Her apparent lack of memory makes her something of an enigma during the trial, and indeed she is still very enigmatic with Dr Jordan – even in her first person narrative. People want to understand her, to understand the mind of a person who has committed a crime, and they are obsessed with her virtue. She must either be innocent and therefore ‘pure’ and ‘good’ as a woman should be; or she should be guilty and therefore prove the weakness and inherent sin of woman, and be ‘fallen’. Society condemns her to be one or the other, and in my opinion she is somewhere in between, like most people. As with our modern treatment of female murderers, Grace is demonised so much partly because she is a woman, and we find it harder to believe that women can be as evil as men. As soon as they show any sign of wrongdoing, in any way, we are very quick to demonise them. Look at the media portrayals of female murderers, such as Aileen Wournos or Myra Hindley, or even those of non-criminals that are perceived as doing something wrong, such as Theresa May or Katie Hopkins.

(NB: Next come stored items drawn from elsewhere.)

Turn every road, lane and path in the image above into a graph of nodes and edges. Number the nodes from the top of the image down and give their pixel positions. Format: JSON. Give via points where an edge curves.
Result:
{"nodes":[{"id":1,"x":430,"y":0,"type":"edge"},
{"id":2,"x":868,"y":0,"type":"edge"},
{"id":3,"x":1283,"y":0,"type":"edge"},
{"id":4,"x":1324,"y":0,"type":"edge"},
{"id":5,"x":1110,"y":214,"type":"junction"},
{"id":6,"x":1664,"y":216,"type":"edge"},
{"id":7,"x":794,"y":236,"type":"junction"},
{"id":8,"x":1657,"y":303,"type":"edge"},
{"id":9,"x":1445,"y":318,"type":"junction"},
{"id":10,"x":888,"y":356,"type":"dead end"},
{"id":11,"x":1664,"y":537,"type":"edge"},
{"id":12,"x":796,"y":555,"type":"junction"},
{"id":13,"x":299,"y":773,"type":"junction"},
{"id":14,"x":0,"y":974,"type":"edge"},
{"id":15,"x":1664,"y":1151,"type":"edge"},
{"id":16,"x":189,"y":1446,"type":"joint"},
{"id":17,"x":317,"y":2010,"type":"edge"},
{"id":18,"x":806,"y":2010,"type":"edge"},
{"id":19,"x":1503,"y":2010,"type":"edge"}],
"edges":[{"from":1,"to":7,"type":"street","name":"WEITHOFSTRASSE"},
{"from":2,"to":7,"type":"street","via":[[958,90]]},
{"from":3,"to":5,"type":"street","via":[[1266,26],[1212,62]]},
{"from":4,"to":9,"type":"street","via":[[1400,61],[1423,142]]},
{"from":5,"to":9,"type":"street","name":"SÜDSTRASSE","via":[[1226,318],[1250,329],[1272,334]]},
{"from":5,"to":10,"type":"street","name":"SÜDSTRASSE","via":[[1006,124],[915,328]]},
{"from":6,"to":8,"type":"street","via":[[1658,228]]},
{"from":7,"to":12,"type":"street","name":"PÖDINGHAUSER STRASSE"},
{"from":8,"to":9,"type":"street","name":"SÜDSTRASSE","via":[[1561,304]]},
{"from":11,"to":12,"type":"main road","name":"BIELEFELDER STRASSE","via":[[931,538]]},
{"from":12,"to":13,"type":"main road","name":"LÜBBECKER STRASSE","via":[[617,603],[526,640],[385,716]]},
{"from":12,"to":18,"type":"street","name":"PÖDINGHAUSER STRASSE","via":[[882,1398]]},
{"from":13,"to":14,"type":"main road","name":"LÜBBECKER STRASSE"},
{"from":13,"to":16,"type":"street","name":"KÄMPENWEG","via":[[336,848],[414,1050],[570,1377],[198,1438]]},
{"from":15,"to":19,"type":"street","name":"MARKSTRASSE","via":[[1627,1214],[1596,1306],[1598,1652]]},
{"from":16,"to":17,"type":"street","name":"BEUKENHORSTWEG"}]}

These women may do things we don’t like (or that are monstrous in case of the two former), but they are always treated differently to men who do similar things. How could a woman kill another person, or a child? How could a woman be tough or vitriolic?

The duality of ‘pure vs fallen’ still exists today, even without the explicitly religious context. In the eyes of the public, and of Dr Jordan, Grace must be one or the other, and there is little room for complexity in her character. The Victorian ignorance of the human psyche is frustrating, but the demonisation of women is infuriating. Mental illness is also demonised to some extent, and as the novel goes on it seems that this may affect Grace too. I’m not going to write about what happens at the end of the novel for those who haven’t read it, but the duality is very clear there as well. Grace must be either an angel or a demon, and nothing in between. Women must be either the angel in the house, or the demon in the asylum.

For anyone to be equal, they should be allowed to show their complexity and humanity rather than conform to a stereotype. Grace is trapped within hers, and it affects her whole life. If she had been a man she would either have been hanged with McDermott, or sent to prison forever and forgotten about. Dr Jordan is so fascinated with her partly because of the ambiguity over her guilt, and also because she is a woman in her particular situation. We are never quite sure whether she is guilty or not, and in some ways that was the right choice on the part of Atwood; how can we ever know the reality of another person, or what really happened? How can we ever know if a person is good or evil – or indeed if it’s possible to just be one or the other?

*

Alias Grace was first published in Canada and the UK in 1996 by McLelland & Stewart, and Bloomsbury Publishing. I read the 2001 Virago paperback edition (pictured above).

Purchase from Foyles here.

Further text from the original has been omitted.